Selain itu perpanjangan pengelolaan dan pengoperasian TPK Koja oleh HPH memiliki proses yang sama dengan perpanjangan pengelolaan dan pengoperasian PT JICT, sehingga terindikasi juga melanggar hukum dan merugikan Negara sebesar Rp 1,8 triliun.
“Kedua, global bond diterbitkan tanpa dasar perencanaan yang jelas sehingga saat ini realisasi penggunaannya tidak sesuai dengan tujuan dari penerbitan global bond itu sendiri," kata Rieke.

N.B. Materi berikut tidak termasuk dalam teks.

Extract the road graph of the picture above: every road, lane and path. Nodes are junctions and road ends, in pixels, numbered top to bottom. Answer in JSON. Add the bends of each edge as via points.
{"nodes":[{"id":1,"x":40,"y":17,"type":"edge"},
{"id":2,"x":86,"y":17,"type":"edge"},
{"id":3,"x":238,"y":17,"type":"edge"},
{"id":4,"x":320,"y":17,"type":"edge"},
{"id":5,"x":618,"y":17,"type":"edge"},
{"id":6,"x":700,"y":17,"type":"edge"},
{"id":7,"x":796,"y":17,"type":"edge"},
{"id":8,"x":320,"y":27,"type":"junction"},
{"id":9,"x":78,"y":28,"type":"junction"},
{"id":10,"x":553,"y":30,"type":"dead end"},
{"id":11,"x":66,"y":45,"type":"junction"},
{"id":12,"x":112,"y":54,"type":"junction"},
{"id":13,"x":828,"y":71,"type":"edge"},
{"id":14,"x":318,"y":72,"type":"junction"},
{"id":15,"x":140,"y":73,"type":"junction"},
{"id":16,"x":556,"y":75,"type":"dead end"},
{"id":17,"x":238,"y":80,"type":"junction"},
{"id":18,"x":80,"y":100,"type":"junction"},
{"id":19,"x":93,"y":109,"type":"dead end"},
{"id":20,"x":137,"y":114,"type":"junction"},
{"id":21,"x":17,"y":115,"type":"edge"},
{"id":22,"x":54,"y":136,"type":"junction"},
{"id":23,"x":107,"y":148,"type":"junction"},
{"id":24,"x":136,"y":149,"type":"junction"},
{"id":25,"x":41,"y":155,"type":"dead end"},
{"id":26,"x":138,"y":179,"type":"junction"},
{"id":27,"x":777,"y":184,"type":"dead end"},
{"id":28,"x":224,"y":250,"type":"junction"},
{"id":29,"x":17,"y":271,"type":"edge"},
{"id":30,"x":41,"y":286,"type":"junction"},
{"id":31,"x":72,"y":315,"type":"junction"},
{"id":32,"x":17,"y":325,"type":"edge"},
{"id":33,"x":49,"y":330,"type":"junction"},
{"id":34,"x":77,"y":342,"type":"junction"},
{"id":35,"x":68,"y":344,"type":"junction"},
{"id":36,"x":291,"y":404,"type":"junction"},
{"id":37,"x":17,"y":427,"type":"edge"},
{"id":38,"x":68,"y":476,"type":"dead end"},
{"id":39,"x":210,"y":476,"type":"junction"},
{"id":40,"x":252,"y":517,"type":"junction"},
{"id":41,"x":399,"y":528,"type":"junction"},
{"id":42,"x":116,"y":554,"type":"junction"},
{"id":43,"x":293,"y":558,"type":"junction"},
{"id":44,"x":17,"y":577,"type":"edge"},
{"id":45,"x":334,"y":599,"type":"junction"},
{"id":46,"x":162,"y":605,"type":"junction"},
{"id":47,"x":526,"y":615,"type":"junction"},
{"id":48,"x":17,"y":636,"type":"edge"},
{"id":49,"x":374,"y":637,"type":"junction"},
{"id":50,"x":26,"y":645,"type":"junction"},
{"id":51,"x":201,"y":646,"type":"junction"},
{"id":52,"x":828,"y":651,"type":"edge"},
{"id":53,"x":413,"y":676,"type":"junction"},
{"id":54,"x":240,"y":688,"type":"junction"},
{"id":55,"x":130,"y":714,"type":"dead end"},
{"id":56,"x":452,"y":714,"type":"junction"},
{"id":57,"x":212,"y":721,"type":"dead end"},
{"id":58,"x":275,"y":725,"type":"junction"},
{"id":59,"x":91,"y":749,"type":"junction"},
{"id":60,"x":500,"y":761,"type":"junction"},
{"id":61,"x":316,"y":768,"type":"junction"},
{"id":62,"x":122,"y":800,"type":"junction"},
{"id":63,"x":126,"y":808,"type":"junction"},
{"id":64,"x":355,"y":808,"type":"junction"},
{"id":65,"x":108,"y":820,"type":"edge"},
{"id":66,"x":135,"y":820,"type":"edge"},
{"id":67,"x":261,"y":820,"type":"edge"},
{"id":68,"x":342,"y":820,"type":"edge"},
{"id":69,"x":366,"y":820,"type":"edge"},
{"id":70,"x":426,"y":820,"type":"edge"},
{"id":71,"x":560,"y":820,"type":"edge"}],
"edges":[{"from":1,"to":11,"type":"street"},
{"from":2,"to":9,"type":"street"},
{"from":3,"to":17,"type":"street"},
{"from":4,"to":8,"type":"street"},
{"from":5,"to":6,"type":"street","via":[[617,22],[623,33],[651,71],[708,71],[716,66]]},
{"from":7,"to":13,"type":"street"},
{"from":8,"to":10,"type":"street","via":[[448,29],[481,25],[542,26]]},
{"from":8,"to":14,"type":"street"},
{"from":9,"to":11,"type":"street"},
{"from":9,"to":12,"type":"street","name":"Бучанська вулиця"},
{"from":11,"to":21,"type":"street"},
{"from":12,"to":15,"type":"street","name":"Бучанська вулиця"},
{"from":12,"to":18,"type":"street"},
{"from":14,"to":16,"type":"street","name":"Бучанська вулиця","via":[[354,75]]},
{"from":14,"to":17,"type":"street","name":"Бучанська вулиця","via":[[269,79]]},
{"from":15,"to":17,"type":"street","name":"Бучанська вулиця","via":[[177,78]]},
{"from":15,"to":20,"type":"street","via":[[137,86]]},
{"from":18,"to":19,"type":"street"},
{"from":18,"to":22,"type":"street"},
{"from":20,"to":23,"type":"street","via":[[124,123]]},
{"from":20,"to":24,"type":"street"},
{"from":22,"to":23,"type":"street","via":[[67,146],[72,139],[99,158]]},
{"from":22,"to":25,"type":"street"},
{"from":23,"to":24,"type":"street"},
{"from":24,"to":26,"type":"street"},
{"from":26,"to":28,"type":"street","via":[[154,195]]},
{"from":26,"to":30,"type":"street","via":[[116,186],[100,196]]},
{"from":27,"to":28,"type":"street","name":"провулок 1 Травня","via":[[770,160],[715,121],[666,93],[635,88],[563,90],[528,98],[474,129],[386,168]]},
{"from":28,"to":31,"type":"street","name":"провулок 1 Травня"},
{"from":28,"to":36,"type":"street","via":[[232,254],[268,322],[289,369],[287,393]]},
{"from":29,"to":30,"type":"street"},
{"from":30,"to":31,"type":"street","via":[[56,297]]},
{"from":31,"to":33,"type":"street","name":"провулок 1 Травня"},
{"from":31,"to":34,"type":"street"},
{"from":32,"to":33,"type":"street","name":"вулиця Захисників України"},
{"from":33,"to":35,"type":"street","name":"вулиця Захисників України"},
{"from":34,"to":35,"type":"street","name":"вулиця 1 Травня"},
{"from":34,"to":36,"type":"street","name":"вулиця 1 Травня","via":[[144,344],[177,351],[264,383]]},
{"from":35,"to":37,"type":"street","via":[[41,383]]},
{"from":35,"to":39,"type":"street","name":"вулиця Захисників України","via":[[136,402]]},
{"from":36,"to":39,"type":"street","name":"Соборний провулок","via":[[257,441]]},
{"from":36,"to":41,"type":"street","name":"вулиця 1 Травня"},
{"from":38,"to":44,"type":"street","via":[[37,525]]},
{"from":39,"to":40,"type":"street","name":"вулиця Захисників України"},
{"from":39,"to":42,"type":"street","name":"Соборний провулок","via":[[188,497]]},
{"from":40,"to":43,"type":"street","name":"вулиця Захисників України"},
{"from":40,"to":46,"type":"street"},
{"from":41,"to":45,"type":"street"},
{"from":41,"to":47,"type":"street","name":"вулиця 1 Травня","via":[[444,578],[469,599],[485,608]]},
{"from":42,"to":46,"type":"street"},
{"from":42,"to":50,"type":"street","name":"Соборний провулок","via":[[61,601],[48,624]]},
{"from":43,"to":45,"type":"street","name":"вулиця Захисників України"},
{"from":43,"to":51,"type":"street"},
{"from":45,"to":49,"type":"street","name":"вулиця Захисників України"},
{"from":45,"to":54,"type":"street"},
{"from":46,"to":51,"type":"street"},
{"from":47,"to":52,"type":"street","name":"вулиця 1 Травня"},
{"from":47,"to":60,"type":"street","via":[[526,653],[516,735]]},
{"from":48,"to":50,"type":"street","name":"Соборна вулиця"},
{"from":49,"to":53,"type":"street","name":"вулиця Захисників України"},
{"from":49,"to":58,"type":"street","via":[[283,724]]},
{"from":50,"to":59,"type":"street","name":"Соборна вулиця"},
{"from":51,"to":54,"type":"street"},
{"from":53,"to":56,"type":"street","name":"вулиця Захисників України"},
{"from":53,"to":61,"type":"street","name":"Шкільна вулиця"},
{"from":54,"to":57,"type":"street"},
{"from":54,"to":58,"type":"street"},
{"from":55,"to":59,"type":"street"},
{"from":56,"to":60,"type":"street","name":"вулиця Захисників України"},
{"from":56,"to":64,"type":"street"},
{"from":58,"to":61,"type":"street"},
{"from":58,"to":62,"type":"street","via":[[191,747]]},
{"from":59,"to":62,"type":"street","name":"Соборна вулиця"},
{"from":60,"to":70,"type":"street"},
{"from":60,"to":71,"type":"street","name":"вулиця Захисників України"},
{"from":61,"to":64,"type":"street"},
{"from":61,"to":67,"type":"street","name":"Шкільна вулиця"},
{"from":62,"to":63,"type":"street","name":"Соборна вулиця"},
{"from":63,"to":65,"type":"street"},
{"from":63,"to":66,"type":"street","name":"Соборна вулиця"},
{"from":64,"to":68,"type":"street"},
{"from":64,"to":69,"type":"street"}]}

Selain itu, berdasarkan penyelidikan, Pansus setelah melakukan kunjungan kerja ke pelabuhan-pelabuhan yang direncanakan pembangunannya dengan dana global bond. Realisasi pembangunan pelabuhan-pelabuhan tersebut tidak sesuai dengan rencana awal.

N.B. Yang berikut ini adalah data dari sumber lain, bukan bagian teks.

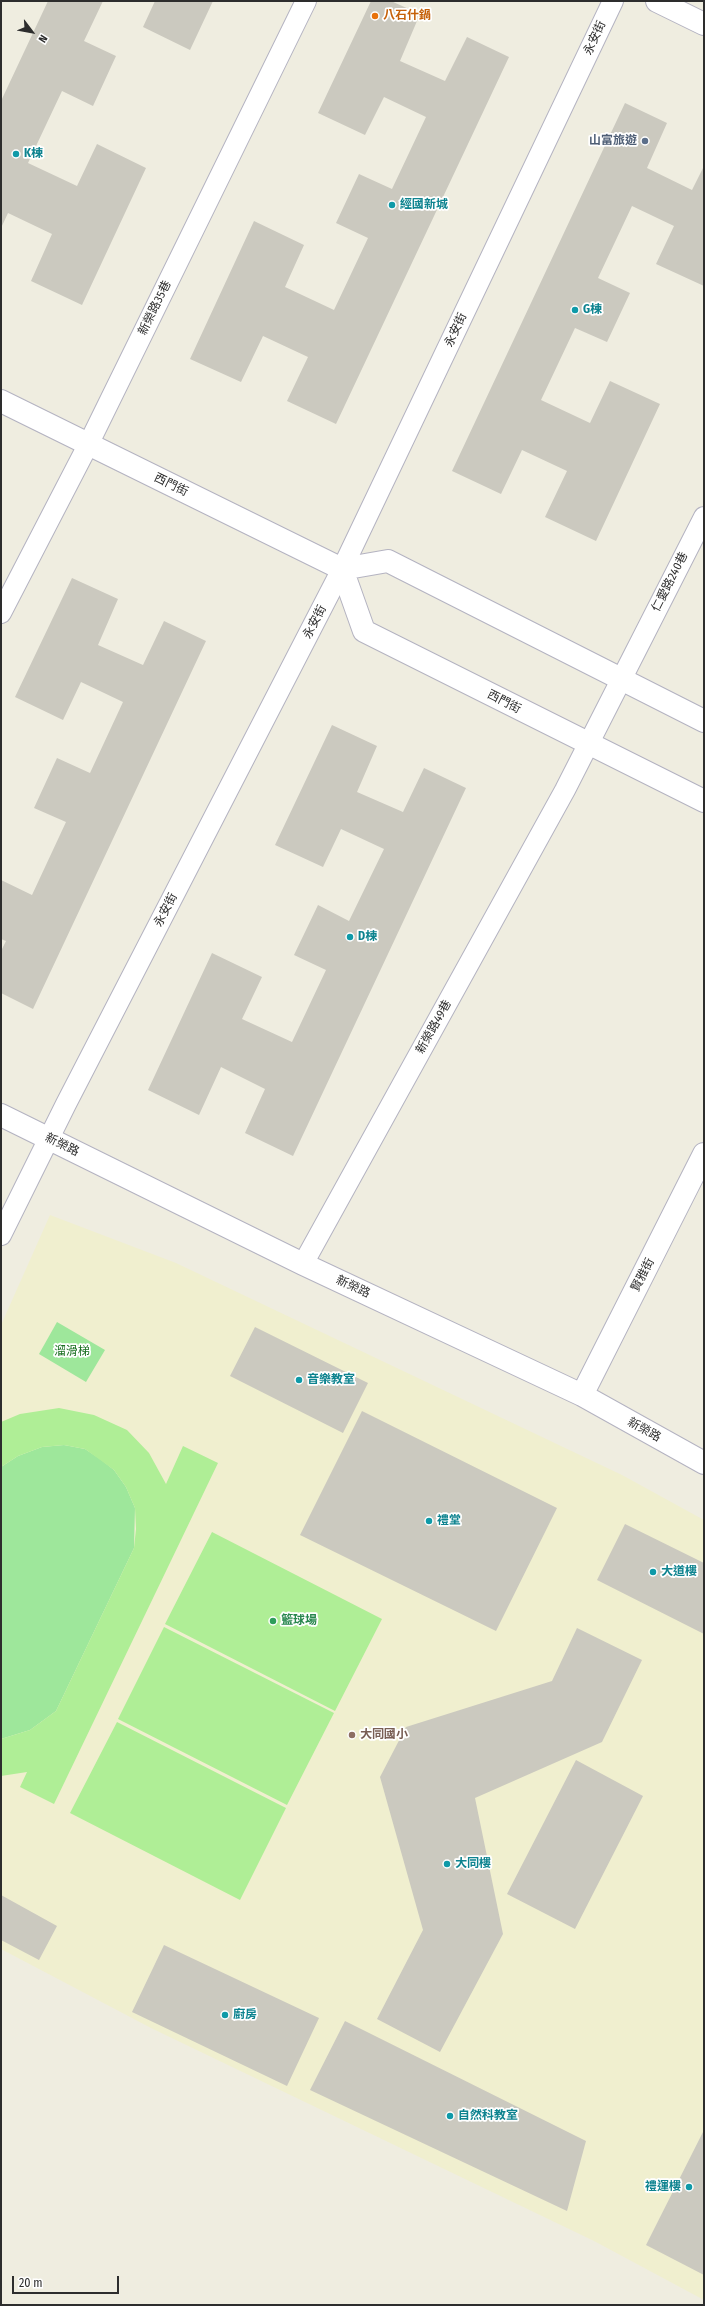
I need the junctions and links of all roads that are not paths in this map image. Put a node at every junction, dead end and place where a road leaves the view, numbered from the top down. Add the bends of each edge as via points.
1 (306, 1) edge
2 (613, 1) edge
3 (657, 1) edge
4 (704, 24) edge
5 (1, 401) edge
6 (88, 445) junction
7 (704, 517) edge
8 (342, 568) junction
9 (1, 613) edge
10 (620, 678) junction
11 (704, 721) edge
12 (588, 744) junction
13 (704, 801) edge
14 (1, 1115) edge
15 (49, 1139) junction
16 (704, 1154) edge
17 (1, 1235) edge
18 (304, 1264) junction
19 (582, 1395) junction
20 (704, 1463) edge

1 - 6 lane, 新榮路35巷
2 - 8 lane, 永安街
3 - 4 street
5 - 6 street, 西門街
6 - 8 street, 西門街
6 - 9 lane, 新榮路35巷
7 - 10 lane, 仁愛路240巷
8 - 10 street via 388,561
8 - 12 street, 西門街 via 364,632
8 - 15 lane, 永安街
10 - 11 street
10 - 12 lane, 仁愛路240巷
12 - 13 street, 西門街
12 - 18 lane, 新榮路49巷
14 - 15 street, 新榮路
15 - 17 lane, 永安街
15 - 18 street, 新榮路
16 - 19 street, 賢雅街
18 - 19 street, 新榮路
19 - 20 street, 新榮路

"Studi kelayakan yang dilakukan juga hasilnya tidak jelas, bahkan dilakukan review terhadap studi kelayakan itu sendiri,” ujarnya.
Global bond yang diterbitkan oleh PT Pelindo II sebagian besar digunakan untuk pembangunan terminal petikemas Kalibaru dan perpanjangan pengelolaan dan pengoperasian PT JICT dan KSO TPK Koja digunakan sebagai jamninan kepada investor. Potensi kerugian global bond berdasarkan audit investigasi BPK RI adalah Rp 202,708 miliar.
Ketiga, lanjut Rieke, terkait pembangunan terminal Kalibaru, tidak sesuai dengan rencana, dari yang seharusnya beroperasi pada tahun 2014, tetapi baru beroperasi pada tahun 2017. Dan, berdasarkan audit investigasi BPK RI, Pembangunan terminal Petikemas Kalibaru (NPCT-1) menghabiskan dana yang sangat besar, bahkan terindikasi merugikan negara dan berpotensi gagal konstruksi. (*)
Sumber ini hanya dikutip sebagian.